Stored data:
━━━━━━━━━━━━━━━━━━━━
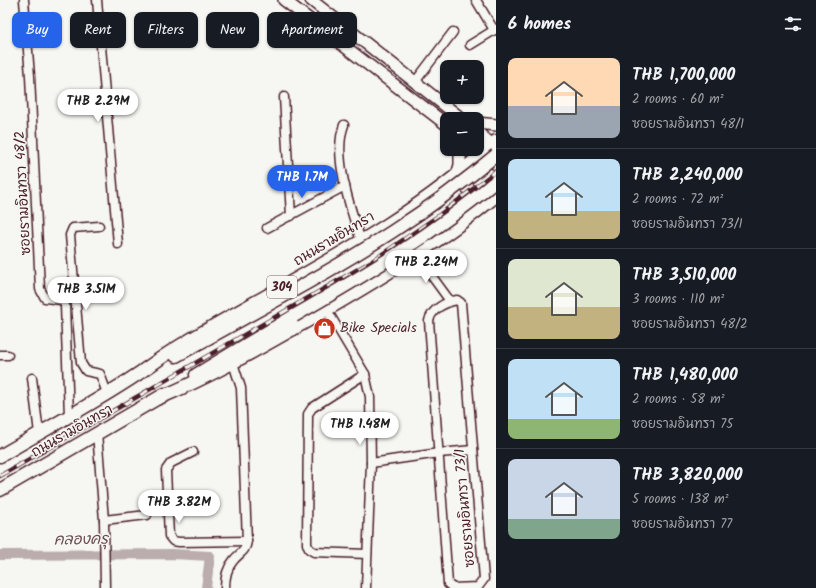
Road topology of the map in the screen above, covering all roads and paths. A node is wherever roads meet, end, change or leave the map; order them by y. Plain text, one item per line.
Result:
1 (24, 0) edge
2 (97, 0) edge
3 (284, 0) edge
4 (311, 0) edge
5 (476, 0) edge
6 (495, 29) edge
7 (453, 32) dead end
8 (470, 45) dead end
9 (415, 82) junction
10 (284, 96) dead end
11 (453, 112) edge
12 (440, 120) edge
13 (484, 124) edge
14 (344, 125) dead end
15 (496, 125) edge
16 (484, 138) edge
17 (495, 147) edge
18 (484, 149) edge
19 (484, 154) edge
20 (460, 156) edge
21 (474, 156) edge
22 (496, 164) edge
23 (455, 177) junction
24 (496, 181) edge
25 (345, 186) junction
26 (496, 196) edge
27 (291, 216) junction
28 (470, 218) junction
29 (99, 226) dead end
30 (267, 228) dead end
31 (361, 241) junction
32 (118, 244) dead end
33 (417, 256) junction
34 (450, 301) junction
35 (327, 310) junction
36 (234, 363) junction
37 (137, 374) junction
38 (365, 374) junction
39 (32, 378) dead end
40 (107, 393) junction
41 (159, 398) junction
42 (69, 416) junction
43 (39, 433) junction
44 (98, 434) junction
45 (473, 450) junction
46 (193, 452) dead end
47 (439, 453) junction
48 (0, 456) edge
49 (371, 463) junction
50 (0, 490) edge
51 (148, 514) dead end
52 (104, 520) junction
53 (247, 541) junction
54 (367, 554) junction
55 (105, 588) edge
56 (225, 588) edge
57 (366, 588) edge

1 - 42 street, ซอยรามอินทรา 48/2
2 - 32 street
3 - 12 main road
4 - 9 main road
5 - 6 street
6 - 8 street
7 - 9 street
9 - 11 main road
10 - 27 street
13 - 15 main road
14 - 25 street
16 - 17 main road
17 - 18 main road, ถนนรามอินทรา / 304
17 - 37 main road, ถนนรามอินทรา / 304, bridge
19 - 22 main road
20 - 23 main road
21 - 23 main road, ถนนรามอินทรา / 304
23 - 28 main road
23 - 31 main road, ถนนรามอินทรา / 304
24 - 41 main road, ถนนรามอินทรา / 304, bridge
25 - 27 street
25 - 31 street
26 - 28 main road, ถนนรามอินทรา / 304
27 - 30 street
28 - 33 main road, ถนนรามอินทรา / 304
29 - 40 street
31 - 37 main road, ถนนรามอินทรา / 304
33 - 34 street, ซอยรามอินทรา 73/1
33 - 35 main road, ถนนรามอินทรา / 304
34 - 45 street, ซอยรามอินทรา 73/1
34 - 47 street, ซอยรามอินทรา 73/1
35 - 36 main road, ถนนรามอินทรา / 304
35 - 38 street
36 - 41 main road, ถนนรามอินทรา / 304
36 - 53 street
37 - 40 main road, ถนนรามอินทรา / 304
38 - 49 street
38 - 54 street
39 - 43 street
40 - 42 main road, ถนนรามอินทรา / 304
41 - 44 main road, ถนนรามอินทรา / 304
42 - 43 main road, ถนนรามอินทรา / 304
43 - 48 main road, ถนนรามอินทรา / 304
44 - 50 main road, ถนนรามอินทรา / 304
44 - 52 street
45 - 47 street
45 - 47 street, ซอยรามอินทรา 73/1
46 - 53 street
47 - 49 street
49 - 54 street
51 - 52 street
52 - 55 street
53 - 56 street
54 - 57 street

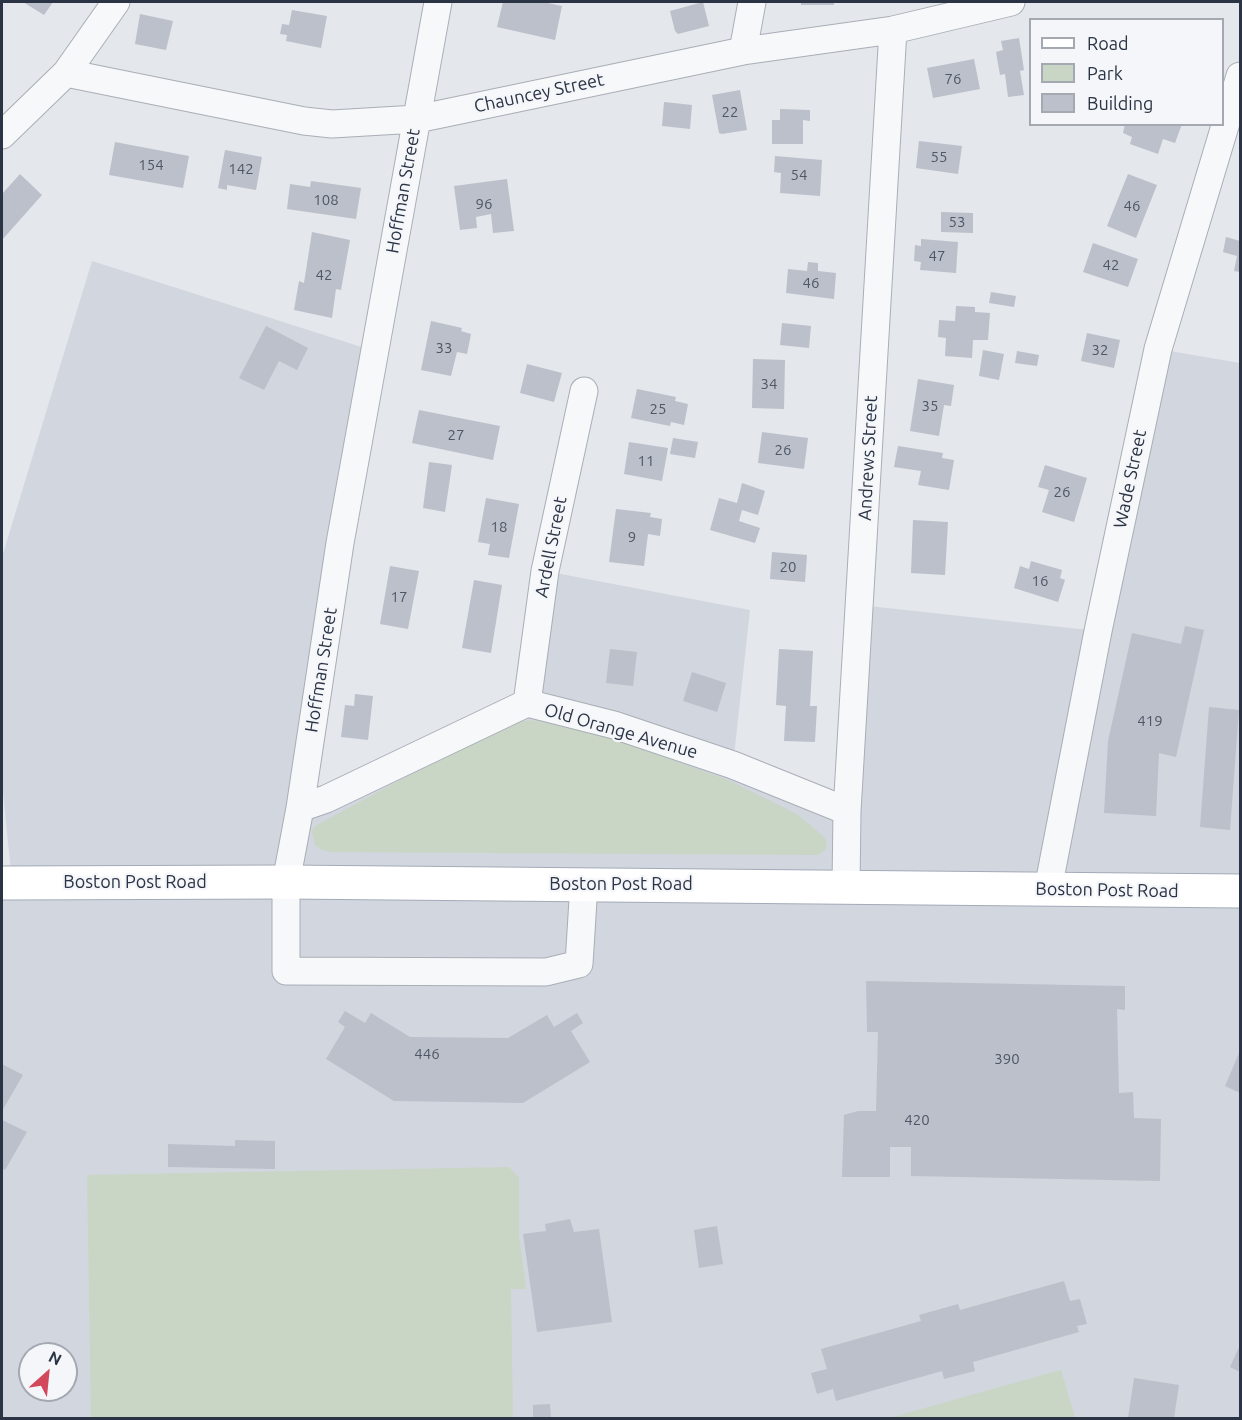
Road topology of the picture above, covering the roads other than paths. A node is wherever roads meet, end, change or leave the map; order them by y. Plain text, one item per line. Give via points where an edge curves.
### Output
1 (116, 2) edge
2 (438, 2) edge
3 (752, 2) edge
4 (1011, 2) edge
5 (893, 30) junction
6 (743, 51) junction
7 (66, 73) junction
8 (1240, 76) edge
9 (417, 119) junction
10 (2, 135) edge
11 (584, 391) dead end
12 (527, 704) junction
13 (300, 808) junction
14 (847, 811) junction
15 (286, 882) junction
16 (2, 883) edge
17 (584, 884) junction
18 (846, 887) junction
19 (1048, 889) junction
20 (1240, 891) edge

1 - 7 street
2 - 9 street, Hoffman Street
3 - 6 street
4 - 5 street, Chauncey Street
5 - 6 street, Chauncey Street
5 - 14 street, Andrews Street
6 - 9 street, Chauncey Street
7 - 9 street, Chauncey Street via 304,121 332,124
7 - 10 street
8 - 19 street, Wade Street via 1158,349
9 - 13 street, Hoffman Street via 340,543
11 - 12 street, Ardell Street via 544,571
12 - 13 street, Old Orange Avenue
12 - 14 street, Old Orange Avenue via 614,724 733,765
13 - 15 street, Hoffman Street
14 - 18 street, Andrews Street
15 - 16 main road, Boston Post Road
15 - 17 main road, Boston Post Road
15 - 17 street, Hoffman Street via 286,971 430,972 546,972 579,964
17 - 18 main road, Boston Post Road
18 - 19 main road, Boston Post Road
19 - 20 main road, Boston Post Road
━━━━━━━━━━━━━━━━━━━━
Go through the entries and copy each line holding the string "covering".

Road topology of the map in the screen above, covering all roads and paths. A node is wherever roads meet, end, change or leave the map; order them by y. Plain text, one item per line.
Road topology of the picture above, covering the roads other than paths. A node is wherever roads meet, end, change or leave the map; order them by y. Plain text, one item per line. Give via points where an edge curves.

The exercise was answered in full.